Data extracts →
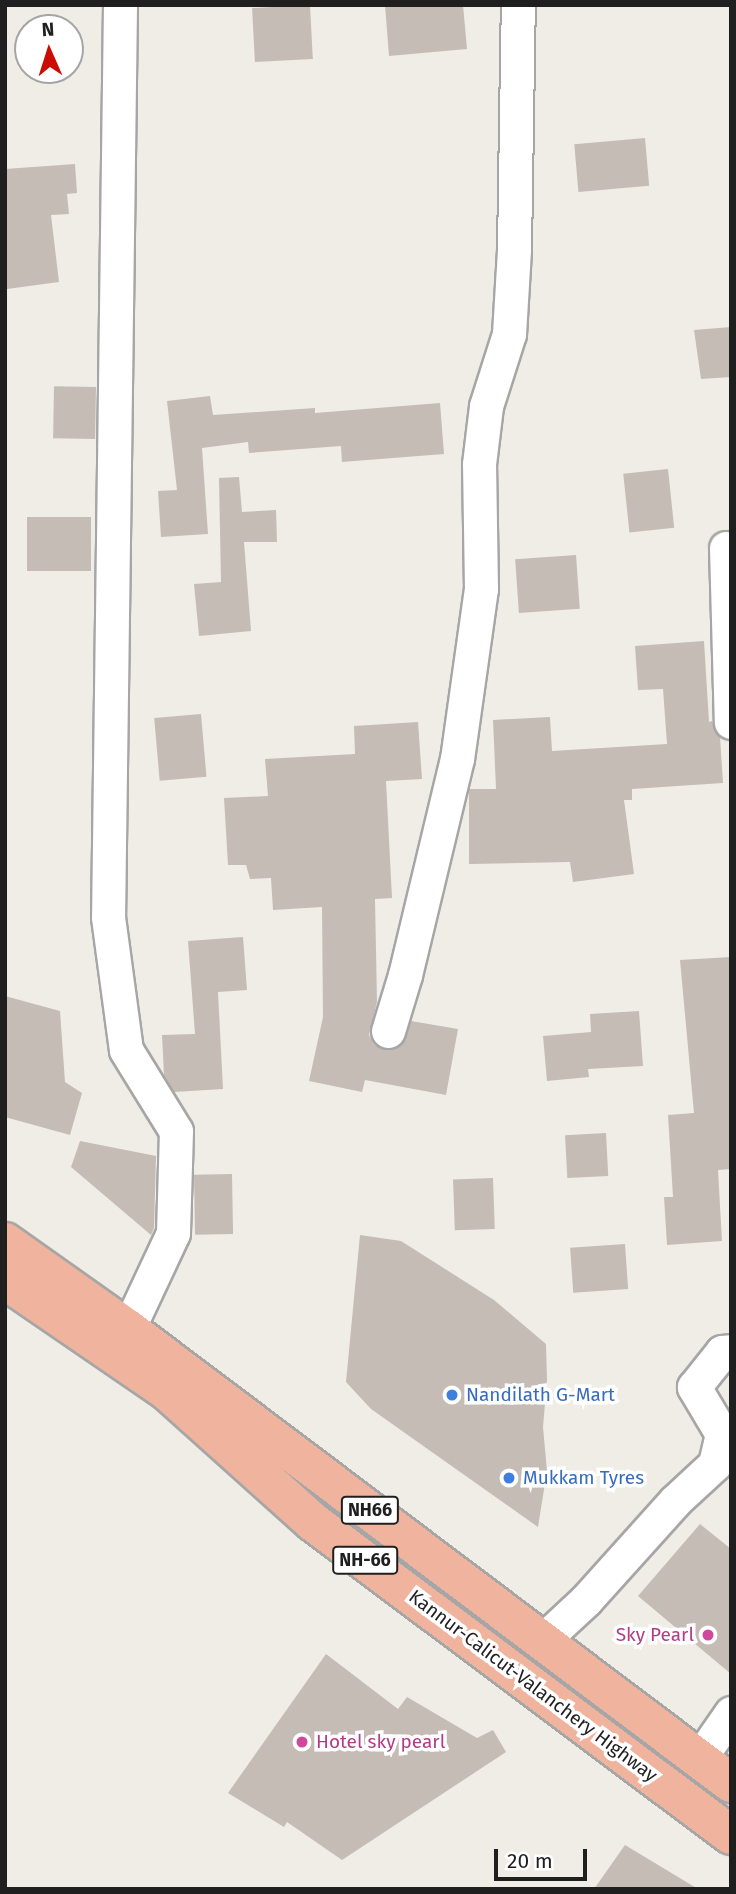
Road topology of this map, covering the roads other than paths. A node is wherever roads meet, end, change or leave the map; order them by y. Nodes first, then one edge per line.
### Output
1 (120, 5) edge
2 (518, 5) edge
3 (726, 548) dead end
4 (731, 722) edge
5 (388, 1031) dead end
6 (5, 1242) edge
7 (5, 1280) edge
8 (128, 1329) junction
9 (731, 1351) edge
10 (543, 1640) junction
11 (731, 1713) edge
12 (699, 1759) junction
13 (731, 1783) edge
14 (731, 1835) edge

1 - 8 street
2 - 5 street
3 - 4 street
6 - 8 highway, NH66
7 - 14 highway, Kannur-Calicut-Valanchery Highway / NH-66
8 - 10 highway, NH66
9 - 10 street
10 - 12 highway, NH66
11 - 12 street
12 - 13 highway, NH66

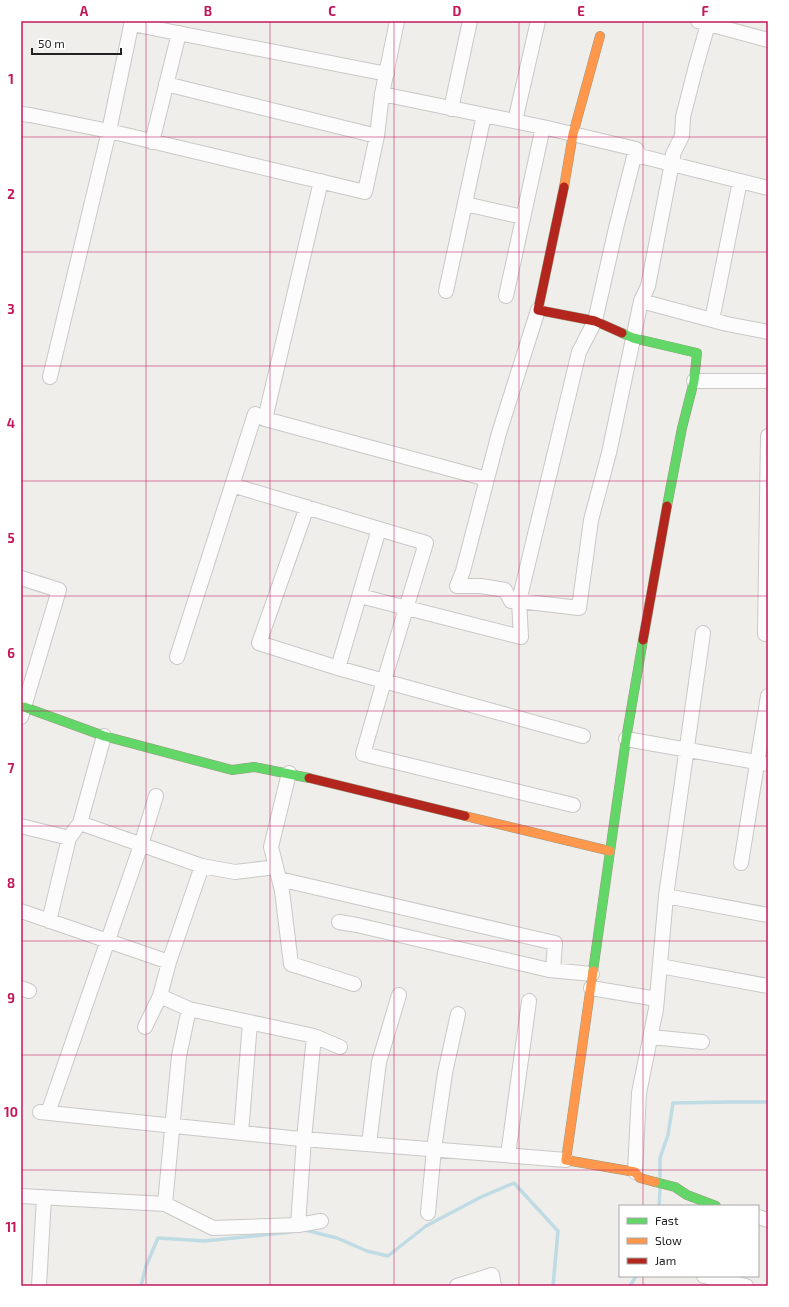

The task → Write out every line above exactly as it is, leaving out the pictures.

Your solution →
Road topology of this map, covering the roads other than paths. A node is wherever roads meet, end, change or leave the map; order them by y. Nodes first, then one edge per line.
### Output
1 (120, 5) edge
2 (518, 5) edge
3 (726, 548) dead end
4 (731, 722) edge
5 (388, 1031) dead end
6 (5, 1242) edge
7 (5, 1280) edge
8 (128, 1329) junction
9 (731, 1351) edge
10 (543, 1640) junction
11 (731, 1713) edge
12 (699, 1759) junction
13 (731, 1783) edge
14 (731, 1835) edge

1 - 8 street
2 - 5 street
3 - 4 street
6 - 8 highway, NH66
7 - 14 highway, Kannur-Calicut-Valanchery Highway / NH-66
8 - 10 highway, NH66
9 - 10 street
10 - 12 highway, NH66
11 - 12 street
12 - 13 highway, NH66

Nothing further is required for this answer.